Parents toxiques : comment couper le cordon et se libérer de l’emprise familiale
- Dubarry Virginie
- 16 avr.
- 6 min de lecture
Malgré une vie professionnelle, familiale et amoureuse bien remplie, beaucoup d’adultes ont le sentiment de ne jamais avoir vraiment grandi et d'être enfermés dans une relation déséquilibrée avec leurs parents. Parentification, infantilisation, culpabilité : autant de mécanismes mis en place dès l'enfance qu'il est important de savoir identifier pour reconnaître leur impact. Détecter les liens toxiques est primordial pour s'en libérer et pour vivre enfin sa vie d'adulte.
Cet article explore ces schémas qui restent invisibles tant qu'ils ne sont pas conscients et vous propose, à travers le prisme de trois ouvrages lus pour vous, des clés pour s’en affranchir. Des témoignages, issus de consultations en thérapie, viennent illustrer les situations les plus courantes.

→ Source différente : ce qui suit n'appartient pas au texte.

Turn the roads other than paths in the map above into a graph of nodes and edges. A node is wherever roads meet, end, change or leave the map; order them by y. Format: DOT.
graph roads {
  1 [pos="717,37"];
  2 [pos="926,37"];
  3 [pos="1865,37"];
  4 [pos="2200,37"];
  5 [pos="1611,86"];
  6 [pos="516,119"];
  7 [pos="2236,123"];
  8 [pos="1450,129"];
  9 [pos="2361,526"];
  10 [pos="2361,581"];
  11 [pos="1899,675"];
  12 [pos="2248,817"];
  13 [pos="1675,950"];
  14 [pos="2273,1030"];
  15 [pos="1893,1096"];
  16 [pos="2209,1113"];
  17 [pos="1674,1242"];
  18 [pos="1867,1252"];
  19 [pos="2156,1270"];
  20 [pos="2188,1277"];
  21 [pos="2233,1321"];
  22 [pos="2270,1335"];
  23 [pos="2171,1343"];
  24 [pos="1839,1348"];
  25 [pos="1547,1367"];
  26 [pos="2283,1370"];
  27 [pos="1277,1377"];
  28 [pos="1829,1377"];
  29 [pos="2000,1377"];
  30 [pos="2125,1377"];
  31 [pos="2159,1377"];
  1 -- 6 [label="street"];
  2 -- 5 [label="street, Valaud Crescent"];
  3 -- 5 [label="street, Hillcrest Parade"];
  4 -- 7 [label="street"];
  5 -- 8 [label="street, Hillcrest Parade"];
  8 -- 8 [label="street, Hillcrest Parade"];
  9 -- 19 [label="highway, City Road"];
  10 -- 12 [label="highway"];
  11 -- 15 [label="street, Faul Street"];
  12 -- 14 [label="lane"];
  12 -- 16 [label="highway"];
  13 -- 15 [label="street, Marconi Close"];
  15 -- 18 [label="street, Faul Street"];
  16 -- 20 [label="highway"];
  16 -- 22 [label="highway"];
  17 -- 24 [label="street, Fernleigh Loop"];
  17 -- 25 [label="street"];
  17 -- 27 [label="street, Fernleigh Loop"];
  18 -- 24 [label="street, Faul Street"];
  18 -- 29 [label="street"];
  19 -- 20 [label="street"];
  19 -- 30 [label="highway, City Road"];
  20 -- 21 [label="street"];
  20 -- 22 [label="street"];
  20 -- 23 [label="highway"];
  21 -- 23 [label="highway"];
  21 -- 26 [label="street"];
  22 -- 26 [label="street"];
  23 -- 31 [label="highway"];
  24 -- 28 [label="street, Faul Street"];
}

“Je crois que mes parents ne se sont pas rendus compte que j'ai grandi et que je suis devenu un adulte!” (Bastien, 40 ans, en thérapie pour des troubles anxieux)
Loyautés invisibles et impossible autonomie
“À 42 ans, je demande encore à mon père ce qu’il pense avant de prendre une décision importante. Même pour des choses aussi simples que choisir une couleur de peinture pour le salon, ou une destination pour les vacances.” (Jeanne, 35 ans).

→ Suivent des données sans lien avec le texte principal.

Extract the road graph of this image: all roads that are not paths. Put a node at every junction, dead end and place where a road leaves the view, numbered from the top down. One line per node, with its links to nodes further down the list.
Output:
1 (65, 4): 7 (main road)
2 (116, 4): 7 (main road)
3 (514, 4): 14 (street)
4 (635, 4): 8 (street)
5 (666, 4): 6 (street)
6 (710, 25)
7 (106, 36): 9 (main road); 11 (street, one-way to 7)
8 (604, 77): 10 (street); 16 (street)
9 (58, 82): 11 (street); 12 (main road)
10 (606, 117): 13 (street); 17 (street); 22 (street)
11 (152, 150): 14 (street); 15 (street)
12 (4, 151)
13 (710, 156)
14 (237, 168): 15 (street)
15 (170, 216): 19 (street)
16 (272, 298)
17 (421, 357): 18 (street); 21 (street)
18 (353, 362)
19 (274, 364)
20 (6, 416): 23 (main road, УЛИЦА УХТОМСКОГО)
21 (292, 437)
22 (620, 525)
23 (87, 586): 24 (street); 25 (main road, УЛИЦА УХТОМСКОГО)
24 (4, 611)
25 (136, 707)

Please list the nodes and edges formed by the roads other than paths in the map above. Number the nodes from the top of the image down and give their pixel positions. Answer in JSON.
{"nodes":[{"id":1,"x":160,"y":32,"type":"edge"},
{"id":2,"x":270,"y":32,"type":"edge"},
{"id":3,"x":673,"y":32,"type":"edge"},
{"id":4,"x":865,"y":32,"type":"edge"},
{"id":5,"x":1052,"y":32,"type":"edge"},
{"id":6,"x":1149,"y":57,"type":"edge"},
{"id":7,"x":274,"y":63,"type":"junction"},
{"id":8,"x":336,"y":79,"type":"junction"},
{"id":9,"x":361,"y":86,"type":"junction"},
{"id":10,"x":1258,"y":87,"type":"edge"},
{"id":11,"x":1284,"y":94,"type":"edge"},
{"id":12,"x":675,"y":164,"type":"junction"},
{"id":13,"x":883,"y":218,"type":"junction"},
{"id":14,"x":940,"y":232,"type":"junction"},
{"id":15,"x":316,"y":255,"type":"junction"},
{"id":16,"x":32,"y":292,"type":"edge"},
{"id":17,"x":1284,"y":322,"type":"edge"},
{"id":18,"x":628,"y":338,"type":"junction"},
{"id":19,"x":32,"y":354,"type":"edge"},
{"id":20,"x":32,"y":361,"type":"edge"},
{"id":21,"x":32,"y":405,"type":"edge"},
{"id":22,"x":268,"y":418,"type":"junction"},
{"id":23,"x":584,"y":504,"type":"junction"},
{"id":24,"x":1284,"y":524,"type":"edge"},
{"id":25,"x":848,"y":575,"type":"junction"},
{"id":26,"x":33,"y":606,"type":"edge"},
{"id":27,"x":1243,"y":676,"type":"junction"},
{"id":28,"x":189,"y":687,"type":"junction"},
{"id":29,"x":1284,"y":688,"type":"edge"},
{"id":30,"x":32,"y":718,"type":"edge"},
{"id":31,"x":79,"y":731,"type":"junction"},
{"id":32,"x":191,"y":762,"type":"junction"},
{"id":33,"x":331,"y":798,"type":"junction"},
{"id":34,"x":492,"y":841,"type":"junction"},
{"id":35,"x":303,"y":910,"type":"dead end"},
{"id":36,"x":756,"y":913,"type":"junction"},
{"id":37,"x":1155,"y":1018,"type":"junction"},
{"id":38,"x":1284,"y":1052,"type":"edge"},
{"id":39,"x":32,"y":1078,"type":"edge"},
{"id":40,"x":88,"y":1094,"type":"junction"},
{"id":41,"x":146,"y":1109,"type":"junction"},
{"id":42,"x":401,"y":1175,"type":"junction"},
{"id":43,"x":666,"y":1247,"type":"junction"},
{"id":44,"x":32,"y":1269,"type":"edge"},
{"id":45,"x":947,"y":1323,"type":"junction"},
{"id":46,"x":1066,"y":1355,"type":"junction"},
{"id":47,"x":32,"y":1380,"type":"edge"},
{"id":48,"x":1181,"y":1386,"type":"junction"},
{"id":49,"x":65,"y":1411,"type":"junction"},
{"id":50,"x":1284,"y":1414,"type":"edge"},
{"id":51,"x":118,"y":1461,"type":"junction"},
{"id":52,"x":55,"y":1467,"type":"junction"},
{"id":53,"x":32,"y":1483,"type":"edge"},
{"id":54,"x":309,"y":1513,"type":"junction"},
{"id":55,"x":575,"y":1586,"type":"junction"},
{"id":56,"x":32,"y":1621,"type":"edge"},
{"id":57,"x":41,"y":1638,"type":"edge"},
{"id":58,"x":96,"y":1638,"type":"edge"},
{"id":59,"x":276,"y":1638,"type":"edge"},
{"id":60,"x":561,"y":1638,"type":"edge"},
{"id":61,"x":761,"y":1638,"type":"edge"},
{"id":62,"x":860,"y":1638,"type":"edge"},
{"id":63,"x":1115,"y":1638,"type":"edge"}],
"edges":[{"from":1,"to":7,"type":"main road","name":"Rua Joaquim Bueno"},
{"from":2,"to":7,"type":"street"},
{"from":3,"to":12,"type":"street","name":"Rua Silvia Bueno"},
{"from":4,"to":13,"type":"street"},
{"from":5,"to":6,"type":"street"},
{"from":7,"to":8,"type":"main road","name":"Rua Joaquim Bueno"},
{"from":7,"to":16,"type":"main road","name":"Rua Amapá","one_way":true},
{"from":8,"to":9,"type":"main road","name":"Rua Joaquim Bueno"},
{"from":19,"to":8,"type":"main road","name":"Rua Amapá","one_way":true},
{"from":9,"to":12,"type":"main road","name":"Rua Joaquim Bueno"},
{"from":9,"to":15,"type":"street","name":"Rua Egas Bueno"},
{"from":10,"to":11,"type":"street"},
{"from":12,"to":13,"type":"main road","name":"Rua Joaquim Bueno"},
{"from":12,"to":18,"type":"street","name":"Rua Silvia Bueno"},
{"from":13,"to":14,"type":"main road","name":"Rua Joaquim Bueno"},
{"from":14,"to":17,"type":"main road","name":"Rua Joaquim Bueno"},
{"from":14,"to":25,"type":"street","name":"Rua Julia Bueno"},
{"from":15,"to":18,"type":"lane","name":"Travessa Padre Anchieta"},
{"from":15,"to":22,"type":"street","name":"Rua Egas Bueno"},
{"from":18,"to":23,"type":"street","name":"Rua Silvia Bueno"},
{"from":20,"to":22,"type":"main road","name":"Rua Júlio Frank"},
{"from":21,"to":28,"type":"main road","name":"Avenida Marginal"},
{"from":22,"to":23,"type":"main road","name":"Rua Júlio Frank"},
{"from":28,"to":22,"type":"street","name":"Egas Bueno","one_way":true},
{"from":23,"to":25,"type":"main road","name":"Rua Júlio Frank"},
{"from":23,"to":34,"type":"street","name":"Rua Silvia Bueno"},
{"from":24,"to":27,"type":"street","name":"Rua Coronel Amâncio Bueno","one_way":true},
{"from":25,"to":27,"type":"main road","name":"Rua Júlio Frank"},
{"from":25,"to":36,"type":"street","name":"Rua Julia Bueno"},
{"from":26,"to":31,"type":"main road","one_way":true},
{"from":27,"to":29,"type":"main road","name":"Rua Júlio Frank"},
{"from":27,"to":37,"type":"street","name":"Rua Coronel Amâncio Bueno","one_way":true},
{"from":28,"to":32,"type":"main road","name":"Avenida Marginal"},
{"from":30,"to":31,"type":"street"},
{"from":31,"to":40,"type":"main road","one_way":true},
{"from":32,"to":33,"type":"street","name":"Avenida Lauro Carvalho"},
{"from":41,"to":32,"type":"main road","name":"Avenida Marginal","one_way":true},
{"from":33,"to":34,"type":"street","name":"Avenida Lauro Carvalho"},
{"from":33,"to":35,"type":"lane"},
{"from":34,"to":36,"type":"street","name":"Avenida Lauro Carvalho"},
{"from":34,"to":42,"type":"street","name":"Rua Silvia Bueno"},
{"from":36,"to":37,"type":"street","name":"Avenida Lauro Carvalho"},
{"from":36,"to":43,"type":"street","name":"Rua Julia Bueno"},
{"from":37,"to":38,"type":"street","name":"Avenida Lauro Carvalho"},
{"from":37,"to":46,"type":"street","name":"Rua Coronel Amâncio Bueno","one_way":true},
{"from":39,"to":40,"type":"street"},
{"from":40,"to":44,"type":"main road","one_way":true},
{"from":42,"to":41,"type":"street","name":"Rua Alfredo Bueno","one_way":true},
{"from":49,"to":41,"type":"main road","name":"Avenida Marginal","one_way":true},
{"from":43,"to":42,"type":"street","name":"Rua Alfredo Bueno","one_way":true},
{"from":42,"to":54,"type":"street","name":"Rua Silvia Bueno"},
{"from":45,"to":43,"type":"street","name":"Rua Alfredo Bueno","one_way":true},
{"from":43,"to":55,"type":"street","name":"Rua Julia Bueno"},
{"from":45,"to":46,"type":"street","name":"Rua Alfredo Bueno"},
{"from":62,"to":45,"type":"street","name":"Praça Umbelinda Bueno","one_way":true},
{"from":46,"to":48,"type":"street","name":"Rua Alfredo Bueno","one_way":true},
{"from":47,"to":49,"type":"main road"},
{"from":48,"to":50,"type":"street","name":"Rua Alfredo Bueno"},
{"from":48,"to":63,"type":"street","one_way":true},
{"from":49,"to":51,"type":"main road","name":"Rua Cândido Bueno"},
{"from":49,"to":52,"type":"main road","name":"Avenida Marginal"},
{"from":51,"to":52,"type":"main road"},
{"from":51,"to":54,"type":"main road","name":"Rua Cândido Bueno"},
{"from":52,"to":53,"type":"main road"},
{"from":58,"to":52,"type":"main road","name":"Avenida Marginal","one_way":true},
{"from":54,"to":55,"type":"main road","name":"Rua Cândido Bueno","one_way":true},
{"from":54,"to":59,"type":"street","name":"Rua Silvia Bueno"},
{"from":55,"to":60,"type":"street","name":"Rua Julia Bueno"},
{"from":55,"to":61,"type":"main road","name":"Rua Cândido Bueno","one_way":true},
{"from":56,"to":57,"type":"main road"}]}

"Ma mère m'appelle tous les deux jours, m'interroge sur ma vie sentimentale, m'achète des vêtements qui ne correspondent plus du tout à mes goûts... j'ai beau étouffer et me sentir infantilisé, je ne me vois pas lui demander d'arrêter de jouer son rôle de mère" (Paul, 50 ans)

Certain·es adultes, comme Paul, Jeanne et Bastien, vivent, aiment, travaillent, parfois sont même parents… mais n'ont jamais envisagé de remettre en question la légitimité du rôle de leurs parents dans leurs vies, depuis qu'ils sont devenus adultes. Leurs choix restent influencés — consciemment ou non — par des mécanismes forgés dans l’enfance : besoin de validation, peur de décevoir, culpabilité à poser des limites.

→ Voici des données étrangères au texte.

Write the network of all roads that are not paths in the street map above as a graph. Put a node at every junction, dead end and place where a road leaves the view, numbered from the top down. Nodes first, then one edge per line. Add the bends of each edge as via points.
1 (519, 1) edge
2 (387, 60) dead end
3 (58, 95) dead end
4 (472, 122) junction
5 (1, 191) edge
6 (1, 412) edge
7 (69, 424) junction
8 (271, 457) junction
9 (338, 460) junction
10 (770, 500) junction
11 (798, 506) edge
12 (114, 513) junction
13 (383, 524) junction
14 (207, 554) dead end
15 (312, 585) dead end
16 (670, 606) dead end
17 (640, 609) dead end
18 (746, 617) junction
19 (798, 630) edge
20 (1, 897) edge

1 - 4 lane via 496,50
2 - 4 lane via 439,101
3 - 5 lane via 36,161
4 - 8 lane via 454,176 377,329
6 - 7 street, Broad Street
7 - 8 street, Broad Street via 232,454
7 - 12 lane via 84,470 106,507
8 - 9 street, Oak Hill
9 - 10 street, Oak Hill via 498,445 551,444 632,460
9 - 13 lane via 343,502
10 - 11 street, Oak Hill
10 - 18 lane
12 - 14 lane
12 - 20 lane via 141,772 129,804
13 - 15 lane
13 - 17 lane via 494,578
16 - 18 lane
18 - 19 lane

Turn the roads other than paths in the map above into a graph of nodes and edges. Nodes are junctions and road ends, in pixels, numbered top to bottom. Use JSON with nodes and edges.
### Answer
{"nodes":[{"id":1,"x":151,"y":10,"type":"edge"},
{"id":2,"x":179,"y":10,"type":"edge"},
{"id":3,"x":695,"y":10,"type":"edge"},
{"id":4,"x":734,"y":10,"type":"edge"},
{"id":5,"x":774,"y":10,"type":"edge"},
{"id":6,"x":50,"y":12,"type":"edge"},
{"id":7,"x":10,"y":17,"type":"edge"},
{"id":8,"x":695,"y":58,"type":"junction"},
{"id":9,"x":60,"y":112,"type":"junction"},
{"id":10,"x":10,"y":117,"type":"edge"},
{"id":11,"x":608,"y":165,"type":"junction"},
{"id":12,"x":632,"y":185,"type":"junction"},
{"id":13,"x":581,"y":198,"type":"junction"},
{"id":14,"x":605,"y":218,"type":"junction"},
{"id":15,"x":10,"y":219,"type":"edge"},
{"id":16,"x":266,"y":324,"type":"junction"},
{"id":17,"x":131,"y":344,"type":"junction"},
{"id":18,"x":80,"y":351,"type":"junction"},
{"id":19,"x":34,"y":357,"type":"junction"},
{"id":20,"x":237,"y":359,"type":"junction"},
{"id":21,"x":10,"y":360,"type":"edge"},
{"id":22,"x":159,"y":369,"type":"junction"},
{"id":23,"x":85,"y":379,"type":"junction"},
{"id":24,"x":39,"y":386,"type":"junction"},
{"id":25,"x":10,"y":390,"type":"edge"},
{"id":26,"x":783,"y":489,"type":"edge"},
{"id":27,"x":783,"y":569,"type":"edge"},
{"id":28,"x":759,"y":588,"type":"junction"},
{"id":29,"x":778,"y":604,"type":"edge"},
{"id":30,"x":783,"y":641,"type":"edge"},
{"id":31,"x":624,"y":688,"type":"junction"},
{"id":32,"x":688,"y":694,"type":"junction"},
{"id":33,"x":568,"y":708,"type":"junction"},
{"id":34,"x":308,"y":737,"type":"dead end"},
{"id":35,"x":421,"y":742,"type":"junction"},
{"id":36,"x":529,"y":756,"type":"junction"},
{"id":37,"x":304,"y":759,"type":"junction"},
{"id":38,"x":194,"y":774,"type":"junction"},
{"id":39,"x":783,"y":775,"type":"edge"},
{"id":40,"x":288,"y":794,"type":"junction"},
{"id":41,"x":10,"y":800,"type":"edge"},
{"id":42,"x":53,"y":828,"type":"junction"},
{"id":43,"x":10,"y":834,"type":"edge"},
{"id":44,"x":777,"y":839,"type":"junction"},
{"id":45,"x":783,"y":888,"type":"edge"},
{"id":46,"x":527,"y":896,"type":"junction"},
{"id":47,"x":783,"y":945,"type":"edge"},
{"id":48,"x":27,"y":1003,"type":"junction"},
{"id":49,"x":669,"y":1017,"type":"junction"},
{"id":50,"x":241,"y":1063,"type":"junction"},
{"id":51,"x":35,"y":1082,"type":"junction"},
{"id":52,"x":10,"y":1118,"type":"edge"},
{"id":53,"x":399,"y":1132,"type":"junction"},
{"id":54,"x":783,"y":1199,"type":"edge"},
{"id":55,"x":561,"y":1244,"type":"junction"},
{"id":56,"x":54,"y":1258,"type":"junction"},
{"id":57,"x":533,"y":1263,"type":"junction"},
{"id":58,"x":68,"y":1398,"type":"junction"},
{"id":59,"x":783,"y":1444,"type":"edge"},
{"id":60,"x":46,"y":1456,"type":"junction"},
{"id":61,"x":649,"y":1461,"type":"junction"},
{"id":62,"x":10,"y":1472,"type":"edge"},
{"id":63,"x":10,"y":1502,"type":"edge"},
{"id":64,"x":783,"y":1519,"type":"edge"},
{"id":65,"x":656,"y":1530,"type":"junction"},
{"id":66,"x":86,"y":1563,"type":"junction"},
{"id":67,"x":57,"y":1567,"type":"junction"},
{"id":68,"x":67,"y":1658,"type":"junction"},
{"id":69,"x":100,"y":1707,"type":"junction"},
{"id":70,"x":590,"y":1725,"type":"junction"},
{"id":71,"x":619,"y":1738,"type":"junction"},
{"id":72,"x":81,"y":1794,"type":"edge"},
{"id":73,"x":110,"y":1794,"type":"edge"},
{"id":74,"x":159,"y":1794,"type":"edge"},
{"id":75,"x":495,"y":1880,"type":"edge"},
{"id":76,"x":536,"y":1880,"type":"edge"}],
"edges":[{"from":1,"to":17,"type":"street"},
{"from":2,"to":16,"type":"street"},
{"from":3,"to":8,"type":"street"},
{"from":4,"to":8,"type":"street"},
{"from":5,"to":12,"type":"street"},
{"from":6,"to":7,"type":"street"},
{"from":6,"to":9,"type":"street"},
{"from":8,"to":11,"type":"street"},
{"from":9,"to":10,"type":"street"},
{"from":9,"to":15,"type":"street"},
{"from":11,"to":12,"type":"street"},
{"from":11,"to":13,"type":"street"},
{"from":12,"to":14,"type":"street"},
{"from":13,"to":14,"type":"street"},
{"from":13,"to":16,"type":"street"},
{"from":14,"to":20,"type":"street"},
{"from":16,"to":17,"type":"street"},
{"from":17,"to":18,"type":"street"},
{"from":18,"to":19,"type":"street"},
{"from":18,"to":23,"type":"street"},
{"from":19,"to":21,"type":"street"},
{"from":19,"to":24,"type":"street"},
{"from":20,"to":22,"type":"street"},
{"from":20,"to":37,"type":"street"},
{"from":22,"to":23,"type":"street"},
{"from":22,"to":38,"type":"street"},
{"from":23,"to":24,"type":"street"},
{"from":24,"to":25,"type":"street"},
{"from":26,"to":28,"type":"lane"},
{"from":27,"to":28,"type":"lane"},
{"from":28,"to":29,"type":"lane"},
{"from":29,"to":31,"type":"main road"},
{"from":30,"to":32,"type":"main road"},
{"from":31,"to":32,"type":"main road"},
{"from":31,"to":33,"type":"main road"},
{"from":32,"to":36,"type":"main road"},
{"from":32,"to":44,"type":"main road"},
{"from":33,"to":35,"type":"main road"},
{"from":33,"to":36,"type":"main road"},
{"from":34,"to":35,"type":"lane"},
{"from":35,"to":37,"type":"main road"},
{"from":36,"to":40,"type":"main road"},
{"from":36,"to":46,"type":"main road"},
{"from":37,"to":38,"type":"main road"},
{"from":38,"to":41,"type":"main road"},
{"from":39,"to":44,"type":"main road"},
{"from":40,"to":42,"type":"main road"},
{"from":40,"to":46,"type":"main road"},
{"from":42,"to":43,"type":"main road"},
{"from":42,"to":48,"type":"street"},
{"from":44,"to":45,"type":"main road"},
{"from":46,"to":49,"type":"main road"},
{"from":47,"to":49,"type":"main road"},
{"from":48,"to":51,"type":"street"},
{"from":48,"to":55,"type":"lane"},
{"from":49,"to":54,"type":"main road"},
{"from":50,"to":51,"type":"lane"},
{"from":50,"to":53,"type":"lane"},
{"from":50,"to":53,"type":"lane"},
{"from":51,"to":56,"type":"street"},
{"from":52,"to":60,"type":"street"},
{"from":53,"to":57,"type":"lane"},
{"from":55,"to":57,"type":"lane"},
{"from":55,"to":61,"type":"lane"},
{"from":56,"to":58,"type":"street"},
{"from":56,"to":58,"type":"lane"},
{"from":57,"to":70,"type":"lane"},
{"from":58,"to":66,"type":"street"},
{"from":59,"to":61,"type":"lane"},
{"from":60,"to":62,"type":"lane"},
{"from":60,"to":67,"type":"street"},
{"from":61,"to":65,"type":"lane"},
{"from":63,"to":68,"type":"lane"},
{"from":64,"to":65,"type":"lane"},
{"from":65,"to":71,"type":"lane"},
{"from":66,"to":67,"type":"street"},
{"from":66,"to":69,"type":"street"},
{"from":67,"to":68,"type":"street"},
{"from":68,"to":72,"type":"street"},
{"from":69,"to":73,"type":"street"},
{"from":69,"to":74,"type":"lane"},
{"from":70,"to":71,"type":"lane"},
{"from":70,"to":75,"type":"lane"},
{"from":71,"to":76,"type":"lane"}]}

Ce thème est au cœur de trois lectures particulièrement éclairantes :
Couple : la famille en héritage, de Ginevra Uguccioni avec Alix Lefief-Delcourt, qui explore comment les croyances et injonctions familiales s’infiltrent dans le couple.
Vos parents ne sont plus vos parents, de Marie-France et Emmanuel Ballet de Coquereaumont, qui propose un chemin de différenciation et de libération.
L’art de décevoir ses parents, de Michael Bordt, un essai profond sur la légitimité de vivre pour soi.
Le piège des retrouvailles familiales : tous figés dans d'anciens rôles.
Dans Couple : la famille en héritage, Ginevra Uguccioni rappelle que la famille agit souvent comme un système figé. Lors des retrouvailles, chacun reprend inconsciemment le rôle qu’il occupait enfant : l’aîné responsable, le petit dernier chouchouté, la médiatrice, le bouc émissaire…
Même adulte, on peut se retrouver coincé dans une version ancienne de soi, celle que la famille continue d’invoquer — par habitude ou refus de reconnaître l’évolution de l’autre:
“Toi, de toute façon, t’as toujours été comme ça”.
Cet enfermement dans un rôle entraîne lors des retrouvailles une régression psychique parfois difficile, une sensation d’être condamné à être ce que l'on croyait avoir dépassé. Ce fonctionnement empêche également l'évolution des relations, la gestion des conflits de manière équilibrée et la possibilité de changer "les règles de la maison".
Lorsqu'un évènement important arrive (mariage, départ, décès, divorce, naissance...) cette rigidité familiale peut empêcher l'adaptation à une nouvelle distribution des rôles et générer de graves conflits, avec des ruptures irréversibles et des blessures profondes.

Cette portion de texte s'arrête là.